The talk drifted from movie to movie, opinions flying outward that themselves identified a person in a group: that’s a person who liked Drive. That’s a person who didn’t. That’s a person who liked Tree of Life. That’s a person who likes everything. Every so often a journalist or blogger would approach the publicists and ask if it was their time. “Not quite,” they were told. “But we have to make a screening at 2pm on the Westside,” many of them were saying. And, as we all do in these situations, I wondered why I hadn’t been invited to that screening and what movie it was. You see, we bloggers are always measuring our own clout amongst each other, which is silly ultimately, but unavoidable in a competitive business.
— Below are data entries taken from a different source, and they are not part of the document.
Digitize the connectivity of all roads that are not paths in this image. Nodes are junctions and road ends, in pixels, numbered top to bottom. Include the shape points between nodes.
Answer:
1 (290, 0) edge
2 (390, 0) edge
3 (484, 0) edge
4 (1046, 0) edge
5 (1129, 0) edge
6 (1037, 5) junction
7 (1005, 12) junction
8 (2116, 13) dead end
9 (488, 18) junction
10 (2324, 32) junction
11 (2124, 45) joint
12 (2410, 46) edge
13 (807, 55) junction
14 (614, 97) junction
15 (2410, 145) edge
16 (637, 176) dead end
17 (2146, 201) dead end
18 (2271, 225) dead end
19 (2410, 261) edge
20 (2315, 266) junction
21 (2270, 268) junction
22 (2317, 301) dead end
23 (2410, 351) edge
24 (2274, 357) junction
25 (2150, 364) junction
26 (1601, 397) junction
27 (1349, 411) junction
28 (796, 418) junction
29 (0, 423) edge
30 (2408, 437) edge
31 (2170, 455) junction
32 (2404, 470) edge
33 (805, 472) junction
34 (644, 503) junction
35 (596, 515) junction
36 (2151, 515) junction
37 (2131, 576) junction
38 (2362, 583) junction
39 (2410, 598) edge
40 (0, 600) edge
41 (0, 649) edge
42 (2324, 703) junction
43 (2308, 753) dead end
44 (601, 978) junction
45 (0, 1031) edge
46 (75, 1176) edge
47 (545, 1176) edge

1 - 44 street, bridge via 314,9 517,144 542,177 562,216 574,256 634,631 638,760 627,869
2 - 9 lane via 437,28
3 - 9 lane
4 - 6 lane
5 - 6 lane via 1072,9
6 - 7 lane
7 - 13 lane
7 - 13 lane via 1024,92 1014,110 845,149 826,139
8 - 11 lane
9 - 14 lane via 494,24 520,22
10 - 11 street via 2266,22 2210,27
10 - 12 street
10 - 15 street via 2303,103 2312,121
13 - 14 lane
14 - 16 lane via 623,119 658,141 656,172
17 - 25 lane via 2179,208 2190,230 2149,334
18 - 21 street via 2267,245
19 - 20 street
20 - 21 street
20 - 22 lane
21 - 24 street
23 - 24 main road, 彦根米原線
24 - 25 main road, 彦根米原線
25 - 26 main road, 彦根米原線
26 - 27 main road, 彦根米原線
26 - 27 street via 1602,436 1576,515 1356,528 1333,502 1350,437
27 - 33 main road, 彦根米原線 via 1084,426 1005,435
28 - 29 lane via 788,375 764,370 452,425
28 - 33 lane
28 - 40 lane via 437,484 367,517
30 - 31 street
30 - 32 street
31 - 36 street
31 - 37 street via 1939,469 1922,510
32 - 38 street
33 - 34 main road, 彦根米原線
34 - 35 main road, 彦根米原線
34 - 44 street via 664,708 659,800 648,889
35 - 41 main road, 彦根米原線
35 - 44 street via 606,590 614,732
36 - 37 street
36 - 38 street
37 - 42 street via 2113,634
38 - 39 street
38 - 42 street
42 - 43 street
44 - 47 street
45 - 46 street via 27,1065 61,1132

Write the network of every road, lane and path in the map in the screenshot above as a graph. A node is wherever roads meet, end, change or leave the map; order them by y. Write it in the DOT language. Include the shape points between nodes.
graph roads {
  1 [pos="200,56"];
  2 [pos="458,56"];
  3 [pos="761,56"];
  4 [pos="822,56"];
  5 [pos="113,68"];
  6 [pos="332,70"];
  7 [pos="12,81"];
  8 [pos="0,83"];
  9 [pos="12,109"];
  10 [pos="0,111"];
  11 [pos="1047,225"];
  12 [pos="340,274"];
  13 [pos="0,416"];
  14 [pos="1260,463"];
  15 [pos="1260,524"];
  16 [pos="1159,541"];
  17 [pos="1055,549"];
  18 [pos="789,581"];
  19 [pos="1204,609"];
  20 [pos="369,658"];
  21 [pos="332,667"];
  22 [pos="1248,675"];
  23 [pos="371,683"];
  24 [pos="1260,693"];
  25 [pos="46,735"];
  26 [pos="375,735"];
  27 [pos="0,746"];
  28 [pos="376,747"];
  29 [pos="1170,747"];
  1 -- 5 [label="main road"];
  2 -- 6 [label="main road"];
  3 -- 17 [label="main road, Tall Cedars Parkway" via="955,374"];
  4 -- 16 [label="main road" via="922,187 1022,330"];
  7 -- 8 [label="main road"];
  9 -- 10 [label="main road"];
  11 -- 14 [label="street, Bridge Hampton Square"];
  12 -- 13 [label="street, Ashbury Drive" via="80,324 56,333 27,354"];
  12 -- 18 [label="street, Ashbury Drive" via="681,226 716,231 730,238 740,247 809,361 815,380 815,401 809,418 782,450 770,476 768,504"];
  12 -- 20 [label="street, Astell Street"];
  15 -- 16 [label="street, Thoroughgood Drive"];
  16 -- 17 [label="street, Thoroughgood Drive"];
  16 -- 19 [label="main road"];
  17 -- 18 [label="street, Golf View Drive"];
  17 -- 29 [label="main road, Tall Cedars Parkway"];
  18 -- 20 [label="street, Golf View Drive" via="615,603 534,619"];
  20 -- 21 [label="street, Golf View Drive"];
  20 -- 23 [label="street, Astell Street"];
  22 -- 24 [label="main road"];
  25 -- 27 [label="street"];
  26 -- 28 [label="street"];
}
No one really could have complained about the time delay, what with the free lunch and lovely digs for the afternoon. I wished I’d brought my laptop or ipad2 so that I could whip it out and look like a major douche. I was hoping no one asked me who I was and what I did. Thankfully, no one did.
About twenty minutes after I’d eaten a piece of chocolate cake I really wish I hadn’t (only bloggers eat at these things – Hollywood types never do, which is why they are so thin and we are, well, not) a group of us were brought into the room where Gosling would be joining us. A round table, interestingly enough, and a sound guy were there – I was in last so I didn’t get a seat next to Gosling, but across from him would have to do.
A minute or so later Gosling came in – there was recording instruments all pointed at him like a firing squad. He flinched a little at this but was also ready to roll with it. He was dressed casually, but looked like he does on screen except a little bit taller. He answered our questions, I thought, honestly, without giving us canned responses. I don’t know if this is because we were the first group or because that’s how he is in interviews. He was more forthcoming with us than he’d been in Cannes with Michelle Williams at his side, that’s because he seemed, then, protective of her.
And his protectiveness came through during our roundtable. When an older female reporter (I am “older” too so I don’t consider this an insult but just to help you understand the scenario) tried to get a word in edgewise but was about to get trampled, Gosling put a hand on her shoulder and said “wait, she hasn’t gotten to answer a question yet.” At that moment, even the windows of the Four Seasons melted a little in their frames.
Yeah, this is celebrity worship at its absolute worst, as we are wont to do, but just to say that you can’t really avoid such a reaction him — it’s just not possible, I’m afraid.